(Stored data)

○ ○ ○ ○ ○

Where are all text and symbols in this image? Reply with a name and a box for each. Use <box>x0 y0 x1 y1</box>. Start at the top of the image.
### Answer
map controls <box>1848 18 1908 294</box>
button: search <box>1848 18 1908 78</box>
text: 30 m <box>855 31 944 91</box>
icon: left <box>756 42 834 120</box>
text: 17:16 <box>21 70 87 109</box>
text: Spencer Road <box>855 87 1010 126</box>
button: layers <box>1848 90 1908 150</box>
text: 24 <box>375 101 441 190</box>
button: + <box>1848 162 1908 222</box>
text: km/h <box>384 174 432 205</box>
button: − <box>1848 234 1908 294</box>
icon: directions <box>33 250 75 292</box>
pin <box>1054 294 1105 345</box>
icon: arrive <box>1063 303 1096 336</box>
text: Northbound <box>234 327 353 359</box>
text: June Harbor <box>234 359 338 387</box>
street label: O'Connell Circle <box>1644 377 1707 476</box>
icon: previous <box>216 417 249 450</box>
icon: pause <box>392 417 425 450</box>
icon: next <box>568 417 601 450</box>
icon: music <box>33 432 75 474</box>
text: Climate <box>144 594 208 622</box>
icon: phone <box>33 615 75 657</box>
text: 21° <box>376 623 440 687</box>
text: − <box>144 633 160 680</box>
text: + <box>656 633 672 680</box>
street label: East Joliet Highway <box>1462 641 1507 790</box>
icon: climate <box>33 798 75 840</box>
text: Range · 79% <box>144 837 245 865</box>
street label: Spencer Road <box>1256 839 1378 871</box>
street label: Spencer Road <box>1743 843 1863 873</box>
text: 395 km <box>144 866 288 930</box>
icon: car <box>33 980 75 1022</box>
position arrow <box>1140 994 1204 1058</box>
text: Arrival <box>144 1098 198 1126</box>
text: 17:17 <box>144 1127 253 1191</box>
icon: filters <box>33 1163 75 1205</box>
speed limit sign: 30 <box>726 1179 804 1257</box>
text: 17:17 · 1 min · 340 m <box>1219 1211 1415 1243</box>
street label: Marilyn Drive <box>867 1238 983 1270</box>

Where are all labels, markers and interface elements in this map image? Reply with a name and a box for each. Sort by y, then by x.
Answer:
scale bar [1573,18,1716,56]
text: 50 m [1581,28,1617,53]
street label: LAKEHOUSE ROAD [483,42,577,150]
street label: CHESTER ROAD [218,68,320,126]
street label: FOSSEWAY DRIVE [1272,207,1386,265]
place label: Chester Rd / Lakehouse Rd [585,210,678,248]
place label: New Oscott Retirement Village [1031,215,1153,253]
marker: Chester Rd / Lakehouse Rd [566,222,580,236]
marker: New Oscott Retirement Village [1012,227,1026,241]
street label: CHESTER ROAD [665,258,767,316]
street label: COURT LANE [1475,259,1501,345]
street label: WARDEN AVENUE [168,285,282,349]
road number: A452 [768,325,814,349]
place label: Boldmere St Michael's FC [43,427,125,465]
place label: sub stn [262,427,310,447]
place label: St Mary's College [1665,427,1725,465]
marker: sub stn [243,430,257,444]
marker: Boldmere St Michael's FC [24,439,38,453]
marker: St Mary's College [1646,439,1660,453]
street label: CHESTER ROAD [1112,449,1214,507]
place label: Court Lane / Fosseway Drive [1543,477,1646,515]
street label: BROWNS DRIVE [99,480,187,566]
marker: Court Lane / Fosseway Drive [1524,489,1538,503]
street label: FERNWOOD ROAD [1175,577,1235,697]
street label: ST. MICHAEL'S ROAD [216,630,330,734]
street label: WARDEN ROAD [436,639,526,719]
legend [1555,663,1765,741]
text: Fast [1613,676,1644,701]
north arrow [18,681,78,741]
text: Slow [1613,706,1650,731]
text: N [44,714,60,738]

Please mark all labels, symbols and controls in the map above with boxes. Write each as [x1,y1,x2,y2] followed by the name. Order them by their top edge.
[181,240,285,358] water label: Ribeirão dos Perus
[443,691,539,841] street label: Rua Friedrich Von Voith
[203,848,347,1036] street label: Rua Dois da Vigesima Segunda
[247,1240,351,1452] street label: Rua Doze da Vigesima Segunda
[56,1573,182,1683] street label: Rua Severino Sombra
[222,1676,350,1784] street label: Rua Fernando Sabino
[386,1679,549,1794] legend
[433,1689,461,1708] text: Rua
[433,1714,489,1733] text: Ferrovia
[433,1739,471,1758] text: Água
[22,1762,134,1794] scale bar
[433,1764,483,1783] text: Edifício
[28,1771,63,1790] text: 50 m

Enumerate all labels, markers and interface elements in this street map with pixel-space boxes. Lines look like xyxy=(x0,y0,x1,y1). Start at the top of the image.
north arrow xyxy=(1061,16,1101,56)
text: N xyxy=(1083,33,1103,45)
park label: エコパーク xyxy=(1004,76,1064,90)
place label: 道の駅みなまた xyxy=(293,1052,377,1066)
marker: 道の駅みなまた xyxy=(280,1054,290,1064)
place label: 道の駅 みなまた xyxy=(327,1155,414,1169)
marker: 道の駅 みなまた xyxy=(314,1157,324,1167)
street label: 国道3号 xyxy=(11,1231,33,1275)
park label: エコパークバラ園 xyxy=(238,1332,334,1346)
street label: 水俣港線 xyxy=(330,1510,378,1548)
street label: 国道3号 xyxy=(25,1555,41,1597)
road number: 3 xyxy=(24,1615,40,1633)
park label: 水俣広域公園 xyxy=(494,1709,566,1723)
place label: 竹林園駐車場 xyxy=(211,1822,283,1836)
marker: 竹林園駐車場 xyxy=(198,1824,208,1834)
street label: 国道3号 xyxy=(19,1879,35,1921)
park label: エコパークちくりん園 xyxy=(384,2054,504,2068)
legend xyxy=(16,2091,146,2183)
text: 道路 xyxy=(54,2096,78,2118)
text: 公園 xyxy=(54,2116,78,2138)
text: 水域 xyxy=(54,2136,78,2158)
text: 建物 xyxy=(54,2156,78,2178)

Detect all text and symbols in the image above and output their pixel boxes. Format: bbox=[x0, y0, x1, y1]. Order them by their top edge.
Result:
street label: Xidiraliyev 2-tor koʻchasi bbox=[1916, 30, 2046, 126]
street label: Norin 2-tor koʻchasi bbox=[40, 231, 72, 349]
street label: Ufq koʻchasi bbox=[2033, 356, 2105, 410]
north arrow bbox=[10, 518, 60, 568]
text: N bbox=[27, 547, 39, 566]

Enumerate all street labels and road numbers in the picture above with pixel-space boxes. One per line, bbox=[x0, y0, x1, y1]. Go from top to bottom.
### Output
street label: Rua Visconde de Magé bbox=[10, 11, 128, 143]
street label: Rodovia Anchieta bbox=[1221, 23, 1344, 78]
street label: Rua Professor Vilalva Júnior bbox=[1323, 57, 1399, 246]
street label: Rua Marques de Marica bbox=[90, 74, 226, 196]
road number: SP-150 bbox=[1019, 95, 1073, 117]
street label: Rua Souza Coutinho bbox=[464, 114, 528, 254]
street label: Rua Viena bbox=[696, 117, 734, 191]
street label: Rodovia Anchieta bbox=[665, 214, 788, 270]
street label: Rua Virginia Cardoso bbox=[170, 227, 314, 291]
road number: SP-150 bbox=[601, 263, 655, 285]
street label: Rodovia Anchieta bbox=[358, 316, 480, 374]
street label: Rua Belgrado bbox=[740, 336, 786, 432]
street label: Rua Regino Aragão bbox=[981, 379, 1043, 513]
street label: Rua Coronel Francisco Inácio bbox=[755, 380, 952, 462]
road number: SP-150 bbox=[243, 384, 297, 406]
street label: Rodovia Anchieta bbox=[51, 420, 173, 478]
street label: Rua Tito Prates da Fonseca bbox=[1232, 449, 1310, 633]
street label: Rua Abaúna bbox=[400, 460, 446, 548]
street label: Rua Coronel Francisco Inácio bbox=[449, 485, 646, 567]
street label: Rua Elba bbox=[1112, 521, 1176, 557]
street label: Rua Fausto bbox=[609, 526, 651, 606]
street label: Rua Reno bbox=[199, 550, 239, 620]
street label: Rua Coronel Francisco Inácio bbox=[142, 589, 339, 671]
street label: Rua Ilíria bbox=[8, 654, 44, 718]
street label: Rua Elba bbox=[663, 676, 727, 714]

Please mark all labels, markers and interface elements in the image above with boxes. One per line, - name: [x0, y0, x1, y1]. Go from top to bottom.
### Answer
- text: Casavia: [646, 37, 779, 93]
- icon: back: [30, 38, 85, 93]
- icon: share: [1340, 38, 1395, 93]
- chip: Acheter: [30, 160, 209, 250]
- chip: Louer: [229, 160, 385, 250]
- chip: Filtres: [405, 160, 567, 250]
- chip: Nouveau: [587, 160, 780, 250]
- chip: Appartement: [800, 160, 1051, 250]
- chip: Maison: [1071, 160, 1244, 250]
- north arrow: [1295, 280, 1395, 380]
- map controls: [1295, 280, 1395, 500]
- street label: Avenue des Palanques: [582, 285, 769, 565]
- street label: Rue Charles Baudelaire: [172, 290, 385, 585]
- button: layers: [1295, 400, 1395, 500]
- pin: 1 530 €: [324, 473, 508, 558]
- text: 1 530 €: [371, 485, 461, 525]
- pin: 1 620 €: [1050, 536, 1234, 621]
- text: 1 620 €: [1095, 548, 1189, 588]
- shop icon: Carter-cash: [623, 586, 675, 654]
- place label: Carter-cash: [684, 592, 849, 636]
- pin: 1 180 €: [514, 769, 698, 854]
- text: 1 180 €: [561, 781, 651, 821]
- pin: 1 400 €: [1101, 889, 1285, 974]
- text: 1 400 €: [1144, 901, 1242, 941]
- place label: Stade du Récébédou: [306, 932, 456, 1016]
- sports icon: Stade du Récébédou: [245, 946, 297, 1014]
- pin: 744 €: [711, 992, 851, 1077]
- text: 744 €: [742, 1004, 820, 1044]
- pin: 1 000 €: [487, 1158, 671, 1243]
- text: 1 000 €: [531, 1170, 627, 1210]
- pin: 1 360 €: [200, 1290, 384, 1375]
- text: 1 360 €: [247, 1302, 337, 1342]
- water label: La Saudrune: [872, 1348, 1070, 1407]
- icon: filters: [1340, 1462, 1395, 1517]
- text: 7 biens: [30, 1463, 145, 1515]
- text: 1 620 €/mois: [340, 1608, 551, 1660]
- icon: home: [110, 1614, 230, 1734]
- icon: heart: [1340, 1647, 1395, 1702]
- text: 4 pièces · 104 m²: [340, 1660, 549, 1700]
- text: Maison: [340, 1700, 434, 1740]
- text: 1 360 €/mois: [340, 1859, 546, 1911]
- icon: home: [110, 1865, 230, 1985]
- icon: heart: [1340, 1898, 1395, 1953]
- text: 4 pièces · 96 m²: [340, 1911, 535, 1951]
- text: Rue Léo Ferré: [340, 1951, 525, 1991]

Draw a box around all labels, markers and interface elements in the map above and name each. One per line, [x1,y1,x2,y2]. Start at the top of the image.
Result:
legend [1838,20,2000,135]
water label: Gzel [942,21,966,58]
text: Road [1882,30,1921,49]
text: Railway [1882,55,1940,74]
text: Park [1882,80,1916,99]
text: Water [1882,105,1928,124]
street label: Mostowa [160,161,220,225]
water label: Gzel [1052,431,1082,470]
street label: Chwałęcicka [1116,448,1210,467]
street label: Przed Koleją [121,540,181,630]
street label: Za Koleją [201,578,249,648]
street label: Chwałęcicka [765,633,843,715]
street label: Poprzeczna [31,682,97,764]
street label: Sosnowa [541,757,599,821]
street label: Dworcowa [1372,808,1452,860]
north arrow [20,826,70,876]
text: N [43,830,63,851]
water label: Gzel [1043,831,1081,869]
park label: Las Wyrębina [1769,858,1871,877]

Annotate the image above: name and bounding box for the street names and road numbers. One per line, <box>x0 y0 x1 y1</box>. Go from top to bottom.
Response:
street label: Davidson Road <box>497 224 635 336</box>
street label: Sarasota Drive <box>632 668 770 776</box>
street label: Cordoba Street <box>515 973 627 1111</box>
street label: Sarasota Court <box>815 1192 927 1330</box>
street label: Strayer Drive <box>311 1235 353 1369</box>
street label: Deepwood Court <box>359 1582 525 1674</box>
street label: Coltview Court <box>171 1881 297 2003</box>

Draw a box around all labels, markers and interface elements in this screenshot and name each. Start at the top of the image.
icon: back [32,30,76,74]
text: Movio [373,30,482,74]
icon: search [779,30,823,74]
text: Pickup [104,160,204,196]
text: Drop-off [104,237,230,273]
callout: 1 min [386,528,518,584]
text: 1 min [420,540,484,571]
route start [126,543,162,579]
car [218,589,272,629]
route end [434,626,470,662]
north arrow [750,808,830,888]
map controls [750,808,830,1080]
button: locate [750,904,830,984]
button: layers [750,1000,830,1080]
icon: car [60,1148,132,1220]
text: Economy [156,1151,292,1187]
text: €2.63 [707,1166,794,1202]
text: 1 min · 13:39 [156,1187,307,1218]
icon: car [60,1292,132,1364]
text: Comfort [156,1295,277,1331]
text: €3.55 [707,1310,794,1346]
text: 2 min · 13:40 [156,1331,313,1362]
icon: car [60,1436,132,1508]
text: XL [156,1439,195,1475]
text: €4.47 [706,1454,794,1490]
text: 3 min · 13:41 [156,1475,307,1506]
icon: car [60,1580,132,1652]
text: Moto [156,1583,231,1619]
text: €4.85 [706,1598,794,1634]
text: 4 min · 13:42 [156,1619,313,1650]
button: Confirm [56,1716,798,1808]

○ ○ ○ ○ ○

__Exercise__: Each line holding the word "chip" must be copied from the data.

__Task solution__:
- chip: Acheter: [30, 160, 209, 250]
- chip: Louer: [229, 160, 385, 250]
- chip: Filtres: [405, 160, 567, 250]
- chip: Nouveau: [587, 160, 780, 250]
- chip: Appartement: [800, 160, 1051, 250]
- chip: Maison: [1071, 160, 1244, 250]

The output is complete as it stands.